Maya Reddy ’17 / Emertainment Monthly Staff Writer
Boston’s yearly Book Festival has come to an end once more. Besides hosting a number of impressive keynote speakers and events, this festival also offered up a comfortable set-up in Copley Square to peruse at one’s convenience. It was a writer’s paradise. A number of literary magazine’s set up tents, offering information on getting work published and entering writing contests. Publishing companies advertised their books along with their authors who were more than willing to talk with Festival-goers about their work. The books featured, offered a wide variety of genre’s, ranging from children’s books to thriller novels.

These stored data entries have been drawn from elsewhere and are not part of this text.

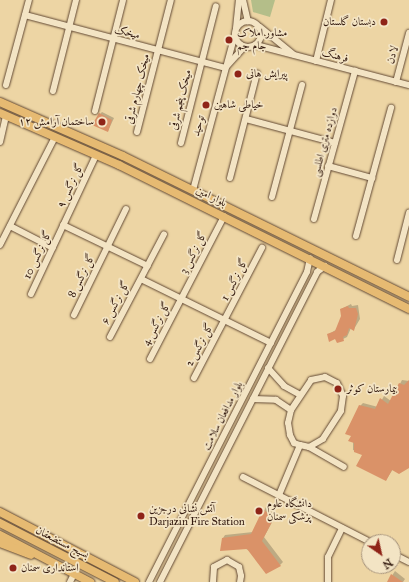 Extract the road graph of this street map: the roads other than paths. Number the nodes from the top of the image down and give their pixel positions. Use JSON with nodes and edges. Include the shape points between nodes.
{"nodes":[{"id":1,"x":29,"y":0,"type":"edge"},
{"id":2,"x":76,"y":0,"type":"edge"},
{"id":3,"x":123,"y":0,"type":"edge"},
{"id":4,"x":171,"y":0,"type":"edge"},
{"id":5,"x":240,"y":0,"type":"edge"},
{"id":6,"x":243,"y":0,"type":"edge"},
{"id":7,"x":331,"y":0,"type":"edge"},
{"id":8,"x":216,"y":6,"type":"dead end"},
{"id":9,"x":25,"y":16,"type":"junction"},
{"id":10,"x":248,"y":21,"type":"junction"},
{"id":11,"x":259,"y":26,"type":"junction"},
{"id":12,"x":69,"y":28,"type":"junction"},
{"id":13,"x":235,"y":32,"type":"junction"},
{"id":14,"x":409,"y":33,"type":"edge"},
{"id":15,"x":113,"y":40,"type":"junction"},
{"id":16,"x":256,"y":45,"type":"junction"},
{"id":17,"x":244,"y":47,"type":"junction"},
{"id":18,"x":158,"y":51,"type":"junction"},
{"id":19,"x":294,"y":55,"type":"junction"},
{"id":20,"x":316,"y":61,"type":"junction"},
{"id":21,"x":201,"y":62,"type":"junction"},
{"id":22,"x":225,"y":68,"type":"junction"},
{"id":23,"x":355,"y":71,"type":"junction"},
{"id":24,"x":258,"y":73,"type":"dead end"},
{"id":25,"x":396,"y":82,"type":"junction"},
{"id":26,"x":6,"y":85,"type":"dead end"},
{"id":27,"x":302,"y":85,"type":"dead end"},
{"id":28,"x":409,"y":85,"type":"edge"},
{"id":29,"x":53,"y":91,"type":"dead end"},
{"id":30,"x":0,"y":102,"type":"edge"},
{"id":31,"x":391,"y":108,"type":"dead end"},
{"id":32,"x":95,"y":111,"type":"dead end"},
{"id":33,"x":3,"y":114,"type":"edge"},
{"id":34,"x":246,"y":119,"type":"junction"},
{"id":35,"x":289,"y":130,"type":"junction"},
{"id":36,"x":137,"y":132,"type":"dead end"},
{"id":37,"x":55,"y":137,"type":"junction"},
{"id":38,"x":0,"y":142,"type":"edge"},
{"id":39,"x":181,"y":143,"type":"dead end"},
{"id":40,"x":334,"y":143,"type":"junction"},
{"id":41,"x":96,"y":155,"type":"junction"},
{"id":42,"x":123,"y":156,"type":"junction"},
{"id":43,"x":119,"y":165,"type":"junction"},
{"id":44,"x":328,"y":166,"type":"junction"},
{"id":45,"x":230,"y":178,"type":"dead end"},
{"id":46,"x":372,"y":178,"type":"junction"},
{"id":47,"x":193,"y":190,"type":"junction"},
{"id":48,"x":272,"y":197,"type":"dead end"},
{"id":49,"x":126,"y":209,"type":"dead end"},
{"id":50,"x":409,"y":213,"type":"edge"},
{"id":51,"x":224,"y":216,"type":"junction"},
{"id":52,"x":252,"y":218,"type":"junction"},
{"id":53,"x":314,"y":219,"type":"dead end"},
{"id":54,"x":63,"y":225,"type":"junction"},
{"id":55,"x":10,"y":226,"type":"junction"},
{"id":56,"x":249,"y":228,"type":"junction"},
{"id":57,"x":164,"y":234,"type":"dead end"},
{"id":58,"x":356,"y":236,"type":"dead end"},
{"id":59,"x":0,"y":245,"type":"edge"},
{"id":60,"x":108,"y":246,"type":"junction"},
{"id":61,"x":53,"y":248,"type":"junction"},
{"id":62,"x":262,"y":248,"type":"dead end"},
{"id":63,"x":310,"y":258,"type":"junction"},
{"id":64,"x":397,"y":260,"type":"dead end"},
{"id":65,"x":148,"y":266,"type":"junction"},
{"id":66,"x":325,"y":266,"type":"junction"},
{"id":67,"x":307,"y":272,"type":"junction"},
{"id":68,"x":315,"y":275,"type":"junction"},
{"id":69,"x":141,"y":279,"type":"junction"},
{"id":70,"x":381,"y":283,"type":"junction"},
{"id":71,"x":376,"y":293,"type":"junction"},
{"id":72,"x":31,"y":294,"type":"dead end"},
{"id":73,"x":409,"y":297,"type":"edge"},
{"id":74,"x":181,"y":299,"type":"junction"},
{"id":75,"x":409,"y":309,"type":"edge"},
{"id":76,"x":74,"y":315,"type":"dead end"},
{"id":77,"x":225,"y":320,"type":"junction"},
{"id":78,"x":110,"y":337,"type":"dead end"},
{"id":79,"x":271,"y":343,"type":"junction"},
{"id":80,"x":150,"y":359,"type":"dead end"},
{"id":81,"x":268,"y":368,"type":"junction"},
{"id":82,"x":194,"y":378,"type":"dead end"},
{"id":83,"x":300,"y":395,"type":"junction"},
{"id":84,"x":253,"y":399,"type":"junction"},
{"id":85,"x":291,"y":410,"type":"junction"},
{"id":86,"x":231,"y":422,"type":"junction"},
{"id":87,"x":238,"y":426,"type":"junction"},
{"id":88,"x":222,"y":439,"type":"junction"},
{"id":89,"x":230,"y":442,"type":"junction"},
{"id":90,"x":300,"y":445,"type":"junction"},
{"id":91,"x":309,"y":448,"type":"junction"},
{"id":92,"x":344,"y":467,"type":"dead end"},
{"id":93,"x":243,"y":477,"type":"dead end"},
{"id":94,"x":278,"y":495,"type":"junction"},
{"id":95,"x":0,"y":512,"type":"edge"},
{"id":96,"x":0,"y":524,"type":"edge"},
{"id":97,"x":342,"y":528,"type":"junction"},
{"id":98,"x":0,"y":535,"type":"edge"},
{"id":99,"x":361,"y":538,"type":"edge"},
{"id":100,"x":0,"y":543,"type":"edge"},
{"id":101,"x":51,"y":561,"type":"junction"},
{"id":102,"x":74,"y":574,"type":"junction"},
{"id":103,"x":150,"y":579,"type":"edge"},
{"id":104,"x":160,"y":581,"type":"edge"},
{"id":105,"x":70,"y":582,"type":"edge"},
{"id":106,"x":90,"y":582,"type":"edge"},
{"id":107,"x":115,"y":582,"type":"edge"},
{"id":108,"x":135,"y":582,"type":"edge"},
{"id":109,"x":212,"y":582,"type":"edge"},
{"id":110,"x":241,"y":582,"type":"edge"},
{"id":111,"x":328,"y":582,"type":"edge"}],
"edges":[{"from":1,"to":9,"type":"street"},
{"from":2,"to":12,"type":"street"},
{"from":3,"to":15,"type":"street"},
{"from":4,"to":18,"type":"street","name":"میخک چهارم شرقی"},
{"from":5,"to":13,"type":"street","name":"توحید"},
{"from":6,"to":10,"type":"street"},
{"from":7,"to":20,"type":"street"},
{"from":8,"to":21,"type":"street","name":"میخک پنجم شرقی"},
{"from":9,"to":12,"type":"street","name":"میخک"},
{"from":9,"to":26,"type":"street"},
{"from":10,"to":11,"type":"street"},
{"from":10,"to":13,"type":"street","via":[[240,23]]},
{"from":11,"to":16,"type":"street","via":[[262,34]]},
{"from":11,"to":19,"type":"street"},
{"from":12,"to":15,"type":"street","name":"میخک"},
{"from":12,"to":29,"type":"street"},
{"from":13,"to":17,"type":"street","via":[[237,42]]},
{"from":13,"to":22,"type":"street","name":"توحید"},
{"from":14,"to":25,"type":"street","name":"لادن"},
{"from":15,"to":18,"type":"street","name":"میخک"},
{"from":15,"to":32,"type":"street"},
{"from":16,"to":17,"type":"street"},
{"from":16,"to":19,"type":"street","name":"فرهنگ"},
{"from":17,"to":22,"type":"street","name":"توحید"},
{"from":18,"to":21,"type":"street","name":"میخک"},
{"from":18,"to":36,"type":"street","name":"میخک چهارم شرقی"},
{"from":19,"to":20,"type":"street","name":"فرهنگ"},
{"from":20,"to":23,"type":"street","name":"فرهنگ"},
{"from":21,"to":22,"type":"street","name":"میخک"},
{"from":21,"to":39,"type":"street","name":"میخک پنجم شرقی"},
{"from":22,"to":47,"type":"street","name":"توحید"},
{"from":23,"to":25,"type":"street","name":"فرهنگ"},
{"from":23,"to":40,"type":"street","name":"دوازده متری اطلسی"},
{"from":24,"to":34,"type":"street"},
{"from":25,"to":28,"type":"street","name":"فرهنگ"},
{"from":27,"to":35,"type":"street"},
{"from":30,"to":42,"type":"main road","name":"بلوار امین"},
{"from":31,"to":46,"type":"street"},
{"from":33,"to":37,"type":"main road","name":"بلوار امین"},
{"from":33,"to":38,"type":"street"},
{"from":34,"to":35,"type":"street"},
{"from":34,"to":45,"type":"street"},
{"from":35,"to":40,"type":"street"},
{"from":35,"to":48,"type":"street"},
{"from":37,"to":41,"type":"main road","name":"بلوار امین"},
{"from":37,"to":55,"type":"street"},
{"from":40,"to":44,"type":"street","name":"دوازده متری اطلسی"},
{"from":41,"to":43,"type":"main road","name":"بلوار امین"},
{"from":41,"to":54,"type":"street","name":"گل نرگس ۹"},
{"from":42,"to":43,"type":"main road"},
{"from":42,"to":47,"type":"main road","name":"بلوار امین"},
{"from":43,"to":51,"type":"main road","name":"بلوار امین"},
{"from":44,"to":46,"type":"street"},
{"from":44,"to":53,"type":"street","name":"دوازده متری اطلسی"},
{"from":46,"to":58,"type":"street"},
{"from":47,"to":52,"type":"main road","name":"بلوار امین"},
{"from":49,"to":60,"type":"street","name":"گل نرگس 8"},
{"from":50,"to":64,"type":"street"},
{"from":51,"to":56,"type":"main road","name":"بلوار امین"},
{"from":51,"to":74,"type":"street","name":"گل نرگس 3"},
{"from":52,"to":56,"type":"main road"},
{"from":52,"to":70,"type":"main road","name":"بلوار امین"},
{"from":54,"to":60,"type":"street"},
{"from":54,"to":61,"type":"street","name":"گل نرگس 10"},
{"from":55,"to":59,"type":"street"},
{"from":55,"to":61,"type":"street"},
{"from":56,"to":63,"type":"main road","name":"بلوار امین"},
{"from":57,"to":65,"type":"street","name":"گل نرگس ۶"},
{"from":60,"to":65,"type":"street"},
{"from":60,"to":76,"type":"street","name":"گل نرگس 8"},
{"from":61,"to":72,"type":"street","name":"گل نرگس 10"},
{"from":62,"to":77,"type":"street","name":"گل نرگس 1"},
{"from":63,"to":66,"type":"main road","name":"بلوار امین"},
{"from":63,"to":67,"type":"street","name":"بلوار مدافعان سلامت"},
{"from":65,"to":69,"type":"street","name":"گل نرگس ۶"},
{"from":66,"to":68,"type":"street","name":"بلوار مدافعان سلامت"},
{"from":66,"to":71,"type":"main road","name":"بلوار امین"},
{"from":67,"to":68,"type":"street","via":[[313,272]]},
{"from":67,"to":79,"type":"street","name":"بلوار مدافعان سلامت"},
{"from":68,"to":81,"type":"street","name":"بلوار مدافعان سلامت"},
{"from":69,"to":74,"type":"street"},
{"from":69,"to":78,"type":"street","name":"گل نرگس ۶"},
{"from":70,"to":71,"type":"main road"},
{"from":70,"to":73,"type":"main road","name":"بلوار امین"},
{"from":71,"to":75,"type":"main road","name":"بلوار امین"},
{"from":74,"to":77,"type":"street"},
{"from":74,"to":80,"type":"street","name":"گل نرگس 4"},
{"from":77,"to":79,"type":"street"},
{"from":77,"to":82,"type":"street","name":"گل نرگس 2"},
{"from":79,"to":86,"type":"street","name":"بلوار مدافعان سلامت"},
{"from":81,"to":83,"type":"street","via":[[284,386]]},
{"from":81,"to":84,"type":"street","name":"بلوار مدافعان سلامت"},
{"from":83,"to":85,"type":"street"},
{"from":83,"to":91,"type":"street","via":[[311,380],[325,377],[337,383],[343,396],[341,411],[323,439]]},
{"from":84,"to":85,"type":"street","via":[[276,400]]},
{"from":84,"to":87,"type":"street","name":"بلوار مدافعان سلامت"},
{"from":85,"to":90,"type":"street","via":[[288,423],[290,435],[294,443]]},
{"from":86,"to":87,"type":"street","via":[[235,427]]},
{"from":86,"to":88,"type":"street","name":"بلوار مدافعان سلامت"},
{"from":87,"to":89,"type":"street","name":"بلوار مدافعان سلامت"},
{"from":88,"to":89,"type":"street"},
{"from":88,"to":103,"type":"street","name":"بلوار مدافعان سلامت"},
{"from":89,"to":104,"type":"street","name":"بلوار مدافعان سلامت"},
{"from":90,"to":91,"type":"street"},
{"from":90,"to":94,"type":"street"},
{"from":91,"to":92,"type":"street"},
{"from":93,"to":94,"type":"street"},
{"from":94,"to":97,"type":"street"},
{"from":95,"to":108,"type":"main road"},
{"from":96,"to":107,"type":"main road","name":"بسیج مستضعفان"},
{"from":97,"to":99,"type":"street"},
{"from":97,"to":111,"type":"street","via":[[328,557]]},
{"from":98,"to":101,"type":"main road","name":"بسیج مستضعفان"},
{"from":100,"to":101,"type":"main road"},
{"from":101,"to":102,"type":"main road","name":"بسیج مستضعفان"},
{"from":102,"to":105,"type":"street"},
{"from":102,"to":106,"type":"main road","name":"بسیج مستضعفان"},
{"from":103,"to":104,"type":"street"},
{"from":109,"to":110,"type":"street","via":[[214,567],[227,560],[239,567]]}]}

ArtsEmerson, Emerson’s Professional Studies Program, and Emerson’s Graduate Writing Program represented Emerson with their own tables each. Besides ArtsEmerson, ArtsBoston also had their own tent offering up information about all the big shows in Boston, along with deals for cheaper tickets. Boston’s International Antiquarian Book Fair had deals of their own, in which upon signing up for their mailing list, they would give away two free complimentary tickets.
One of the highlights of the Book Festival was the Folio Society stand, a publishing company that illustrates hardback editions of classic books. With their gorgeous editions of novels from the Great Gatsby to Stuart Little, Folio Society’s stand at the Book Festival drew many eyes.
Beyond the Publishing sections of the festival, were a host of fun and free activities for children. Young and older children alike delighted in the nonprofit organization 826 Boston’s, Bigfoot themed section. 826 Boston created several fun activities to take part in; an area for young children to color was set up, and two typewriters were provided for the older children to follow a “Top Secret Mission”. Though the largest stand, there were a couple other interactive tents for children – young ones especially.
A live band from the Berklee stage was always playing music throughout the grounds, and large tents offered up a large space to eat and enjoy the music, food, and books. Though, not one of the more intense aspects of the festival, the actual general grounds was a comfortable atmosphere allowing for people to engage in their common love for books and writing.